TON (Telegram Open Network) sera une plateforme blockchain similaire à un Internet sécurisé et extensible. Outre les sites Web (les mêmes que ceux accessibles sur Internet), TON disposera également de son propre app store, de son propre système de paiement, d’un système de stockage de fichiers volumineux, de son propre système de navigation anonyme et de son propre DNS, pour raccourcir les adresses Web complexes. Les paiements seront possibles via le système de paiement électronique allemand Wirecard. L’unité de paiement sera le Gram, qui est la propre crypto-monnaie de TON.
Telegram a toujours refusé de transmettre les données des utilisateurs au gouvernement
Les utilisateurs de Telegram peuvent échanger des messages, des photos, des vidéos et des fichiers chiffrés et autodestructibles jusqu’à 1,5 Go. Il est compatible avec la plupart des systèmes d’exploitation. Telegram se présente comme un service gratuit, plus sûr, plus rapide et plus utile par rapport à des solutions alternatives telles que WhatsApp. TON serait aussi hyper sécuritaire. La plateforme utilise pour cela un système cryptographique qui serait le plus avancé qui existe à ce jour. Selon la documentation technique, TON chiffrerait tout. Les fondateurs de Telegram ont toujours refusé de donner au gouvernement un accès aux données des utilisateurs. Rien n’indique que leur position changera en ce qui concerne TON.
On en sait peu sur le coût du projet. En 2018, toutefois, l’équipe TON a levé 1,5 milliard d’euros lors de deux ICO (Initial Coin Offering, un terme désignant les levées de fonds en matière de monnaies virtuelles). Mais les investisseurs estiment que le prix de revient de TON est deux fois plus élevé. Quelque 200 millions de personnes utilisent Telegram, un nombre qui pourrait également utiliser TON. On s’attend à ce que TON atteigne rapidement 300 millions d’utilisateurs.

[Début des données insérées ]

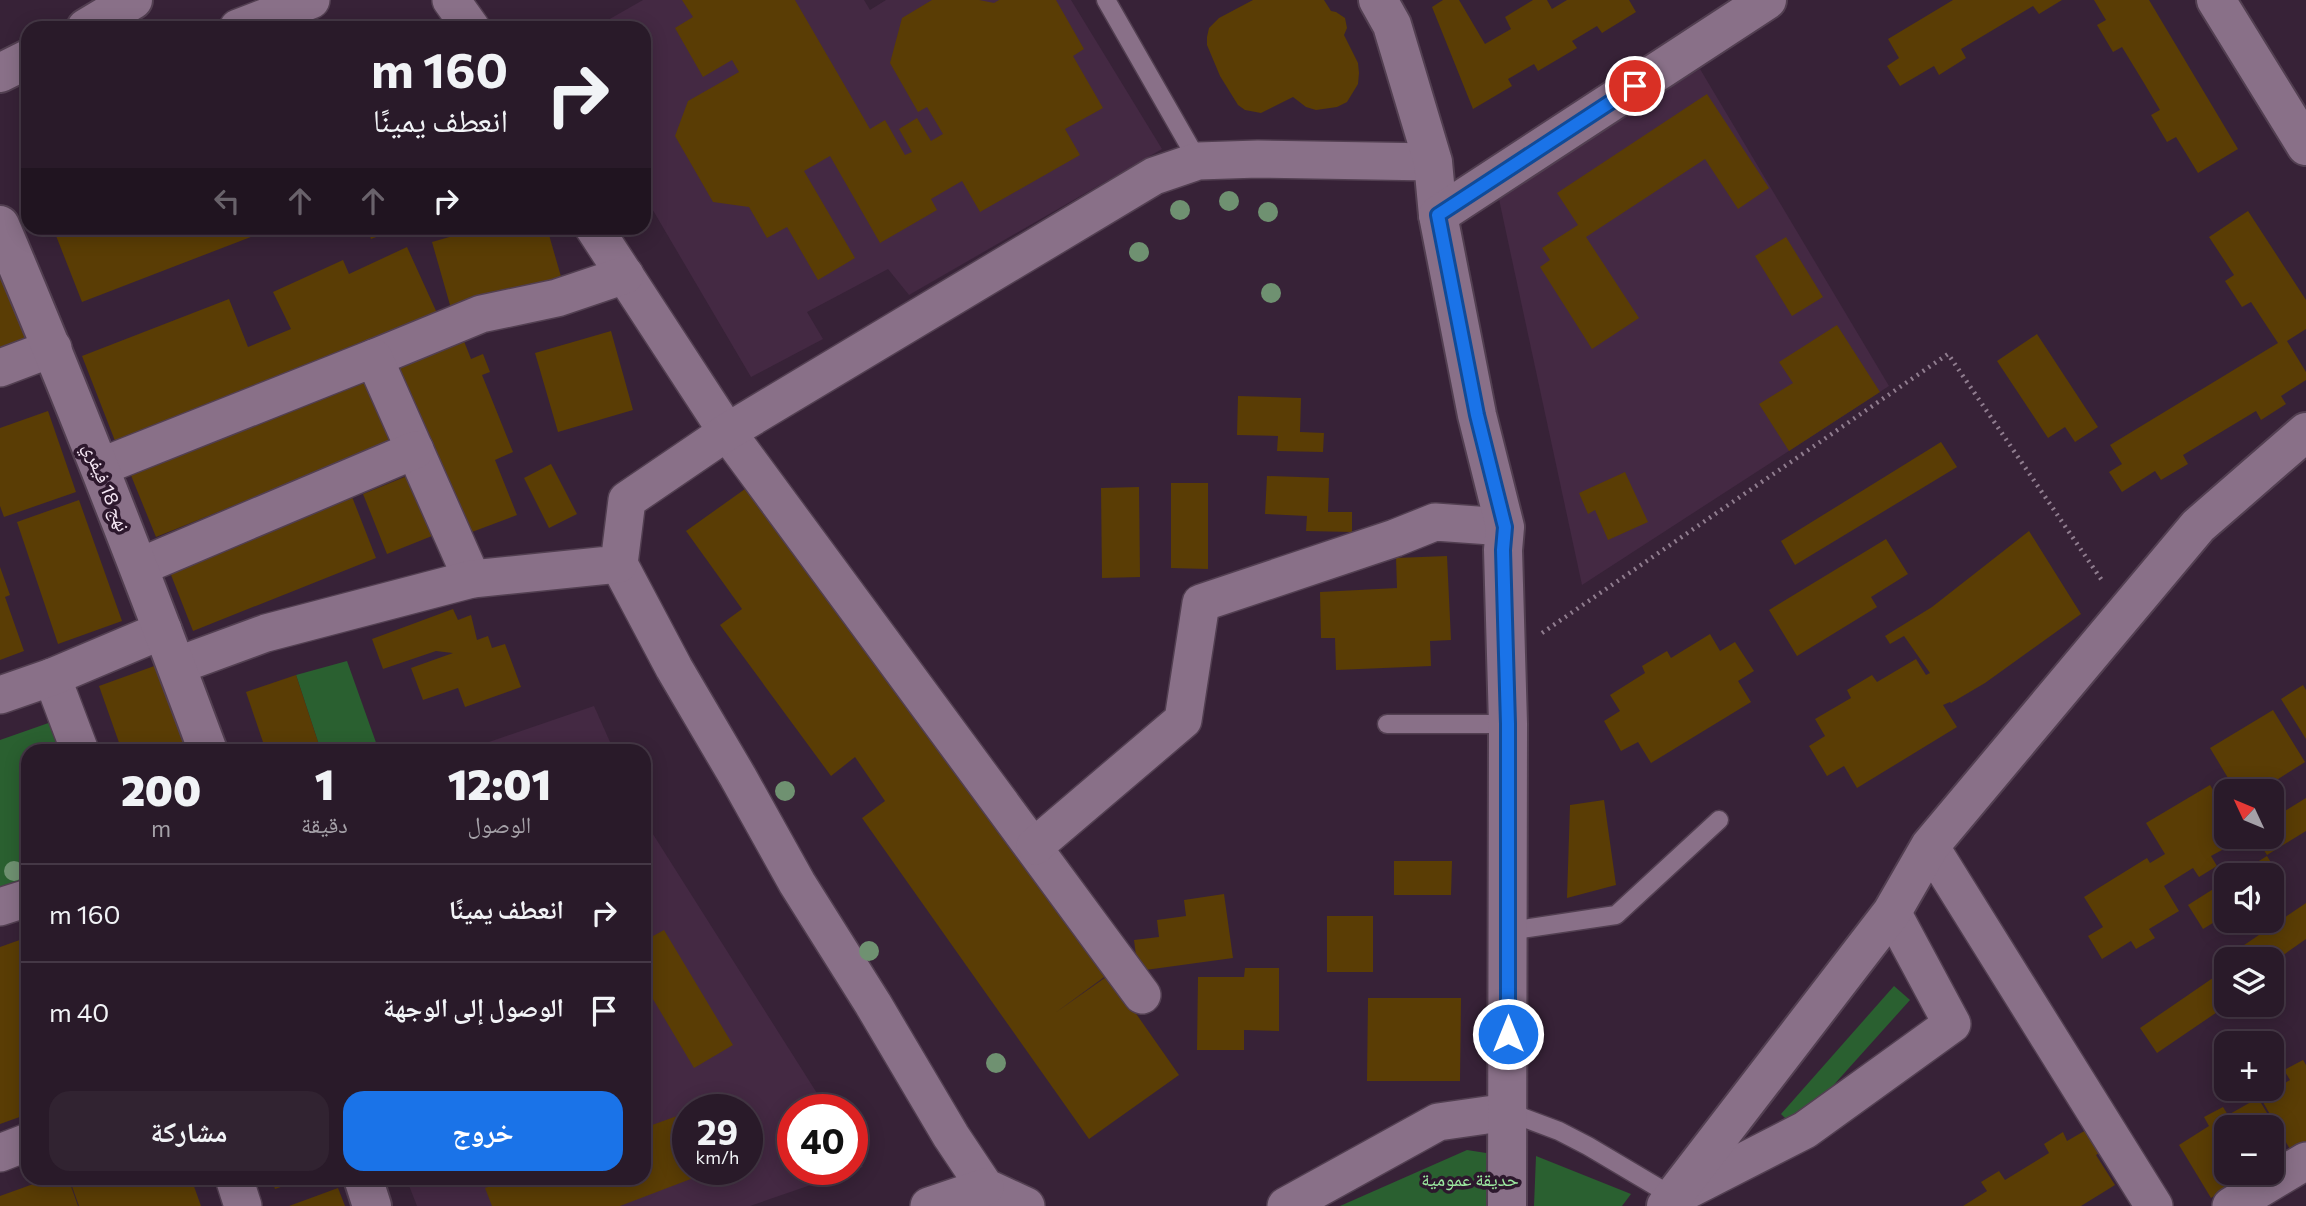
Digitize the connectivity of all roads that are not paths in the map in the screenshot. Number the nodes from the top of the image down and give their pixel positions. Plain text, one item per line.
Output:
1 (133, 0) edge
2 (312, 0) edge
3 (451, 0) edge
4 (1106, 0) edge
5 (1378, 0) edge
6 (1767, 0) edge
7 (2216, 0) edge
8 (99, 21) edge
9 (256, 21) edge
10 (466, 21) edge
11 (21, 63) edge
12 (0, 74) edge
13 (2306, 146) edge
14 (1198, 161) junction
15 (1433, 162) junction
16 (1438, 215) junction
17 (0, 225) edge
18 (599, 235) edge
19 (625, 275) junction
20 (53, 348) junction
21 (374, 358) junction
22 (0, 368) edge
23 (727, 432) junction
24 (2306, 432) edge
25 (415, 450) junction
26 (100, 467) junction
27 (1505, 527) junction
28 (618, 564) junction
29 (139, 567) junction
30 (472, 579) junction
31 (163, 630) junction
32 (176, 666) junction
33 (52, 677) junction
34 (0, 695) edge
35 (1387, 724) dead end
36 (1508, 724) junction
37 (77, 744) edge
38 (205, 744) edge
39 (1718, 820) dead end
40 (1035, 846) junction
41 (1930, 846) junction
42 (21, 900) edge
43 (0, 908) edge
44 (1892, 912) junction
45 (1509, 931) junction
46 (1142, 995) dead end
47 (1507, 1112) junction
48 (21, 1145) edge
49 (0, 1153) edge
50 (2306, 1161) edge
51 (236, 1185) edge
52 (365, 1185) edge
53 (985, 1187) junction
54 (1670, 1201) edge
55 (243, 1206) edge
56 (372, 1206) edge
57 (929, 1206) edge
58 (1026, 1206) edge
59 (1286, 1206) edge
60 (1507, 1206) edge
61 (2154, 1206) edge
62 (2231, 1206) edge

1 - 8 street
2 - 9 street
3 - 10 street
4 - 14 lane
5 - 15 street
6 - 16 street
7 - 13 street
11 - 12 street
14 - 15 street
14 - 23 street
15 - 16 street
16 - 27 street
17 - 20 street, نهج 18 فيفري
18 - 19 street
19 - 21 street
19 - 23 street
20 - 22 street
20 - 26 street, نهج 18 فيفري
21 - 25 street
21 - 26 street
23 - 28 street
23 - 40 street
24 - 41 street
25 - 29 street
25 - 30 street
26 - 29 street, نهج 18 فيفري
27 - 36 street
27 - 40 street
28 - 30 street
28 - 53 street
29 - 31 street, نهج 18 فيفري
30 - 32 street
31 - 32 street, نهج 18 فيفري
31 - 33 street
32 - 38 street, نهج 18 فيفري
33 - 34 street
33 - 37 street
35 - 36 lane
36 - 45 street
39 - 45 lane
40 - 46 street
41 - 44 street
41 - 61 street
42 - 43 street
44 - 54 street
44 - 54 street
45 - 47 street
47 - 54 lane
47 - 59 street
47 - 60 street
48 - 49 street
50 - 62 street
51 - 55 street
52 - 56 street
53 - 57 street
53 - 58 street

L’identité des financiers de TON est un secret de polichinelle. Le nom de l’homme d’affaires russo-israélien et du propriétaire du FC Chelsea, Roman Abramovich, a déjà été cité dans les médias. De même, ceux des magnats russes Sergei Solonin et David Yakobashvili. Ensuite, on trouve quelques fonds d’investissement influents de la Silicon Valley. Il s’agit de Kleiner Perkins Caufield & Byers, Benchmark et Sequoia Capital.

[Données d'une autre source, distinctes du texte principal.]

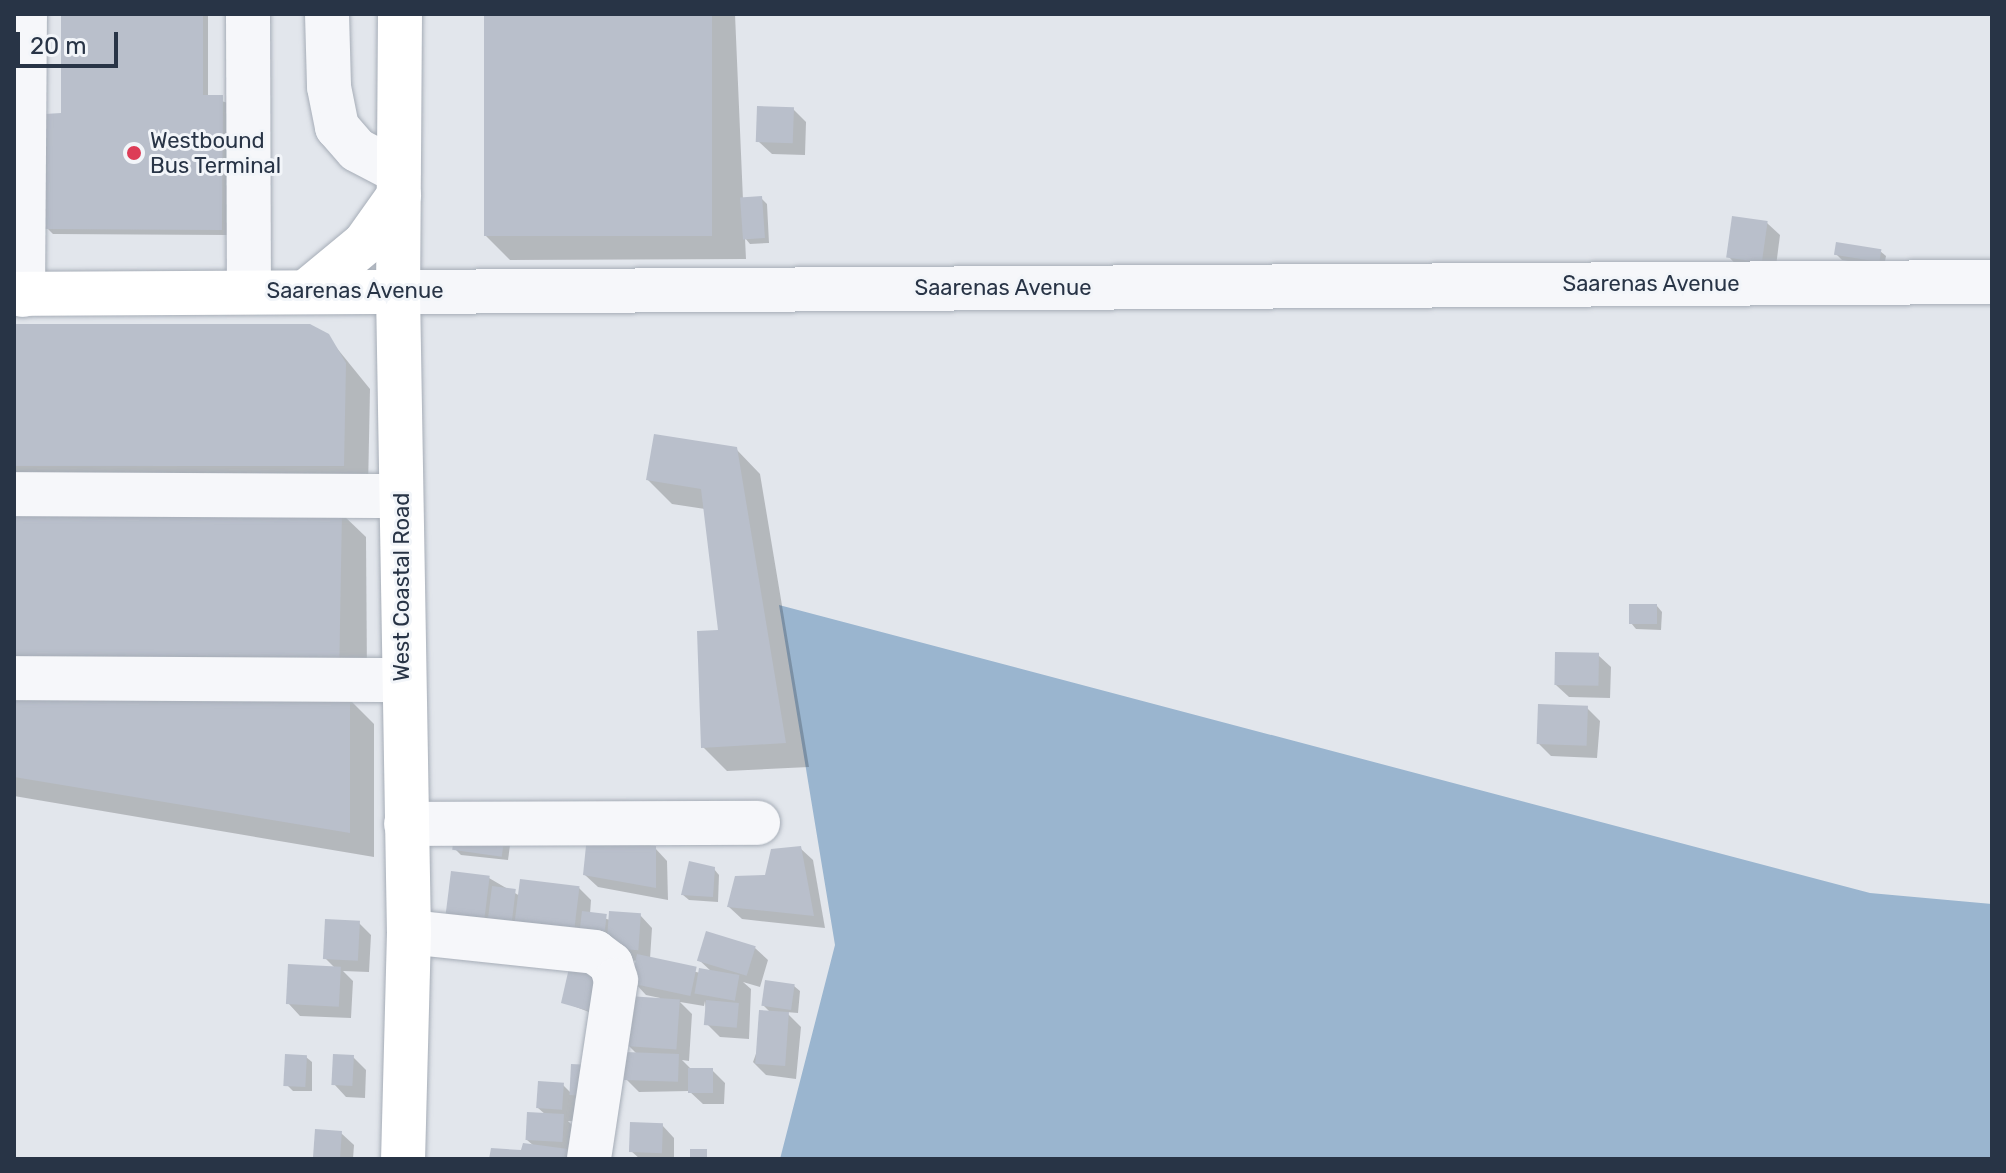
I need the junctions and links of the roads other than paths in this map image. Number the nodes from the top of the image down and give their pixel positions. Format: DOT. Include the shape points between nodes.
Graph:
graph roads {
  1 [pos="25,14"];
  2 [pos="248,14"];
  3 [pos="327,14"];
  4 [pos="400,14"];
  5 [pos="399,184"];
  6 [pos="1992,282"];
  7 [pos="249,290"];
  8 [pos="314,291"];
  9 [pos="398,292"];
  10 [pos="18,295"];
  11 [pos="400,395"];
  12 [pos="14,494"];
  13 [pos="401,496"];
  14 [pos="14,678"];
  15 [pos="402,680"];
  16 [pos="758,823"];
  17 [pos="406,824"];
  18 [pos="409,932"];
  19 [pos="403,1159"];
  20 [pos="589,1159"];
  1 -- 10 [label="street"];
  2 -- 7 [label="street"];
  3 -- 5 [label="street" via="329,87 337,127"];
  4 -- 5 [label="main road, West Coastal Road"];
  5 -- 8 [label="main road" via="365,243"];
  5 -- 9 [label="main road, West Coastal Road"];
  6 -- 9 [label="street, Saarenas Avenue"];
  7 -- 8 [label="main road, Saarenas Avenue"];
  7 -- 10 [label="main road, Saarenas Avenue"];
  8 -- 9 [label="main road, Saarenas Avenue"];
  8 -- 11 [label="main road" via="362,318"];
  9 -- 11 [label="main road, West Coastal Road"];
  11 -- 13 [label="main road, West Coastal Road"];
  12 -- 13 [label="street"];
  13 -- 15 [label="main road, West Coastal Road"];
  14 -- 15 [label="street"];
  15 -- 17 [label="main road, West Coastal Road"];
  16 -- 17 [label="street"];
  17 -- 18 [label="main road, West Coastal Road"];
  18 -- 19 [label="main road, West Coastal Road"];
  18 -- 20 [label="street" via="595,952 611,964 616,980"];
}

Telegram Messenger est basé en Grande-Bretagne. Elle est la propriété de deux sociétés de Pavel Durov, établies au Belize et dans les îles Vierges britanniques. En outre, la société a des immatriculations aux États-Unis et au Panama et une adresse postale à Berlin. Durov a quitté la Russie en 2014 parce que « le pays est incompatible avec tout ce qui a trait à Internet ».
Rien de moins qu’une révolution web
Si TON peut effectivement garantir une confidentialité totale, il s’agit de rien de moins qu’une véritable révolution Web. TON ne sera pas seulement confronté à une opposition féroce en Russie. La Russie a déjà fermé plusieurs fois Telegram, malgré le fait que seulement 7 % de ses utilisateurs sont des Russes. La Russie oblige les entreprises à stocker leurs données d’utilisateur pendant six mois sur des serveurs situés dans le pays lui-même. A ce jour, Telegram a été en mesure de permettre aux utilisateurs russes d’accéder à l’application grâce à des détours.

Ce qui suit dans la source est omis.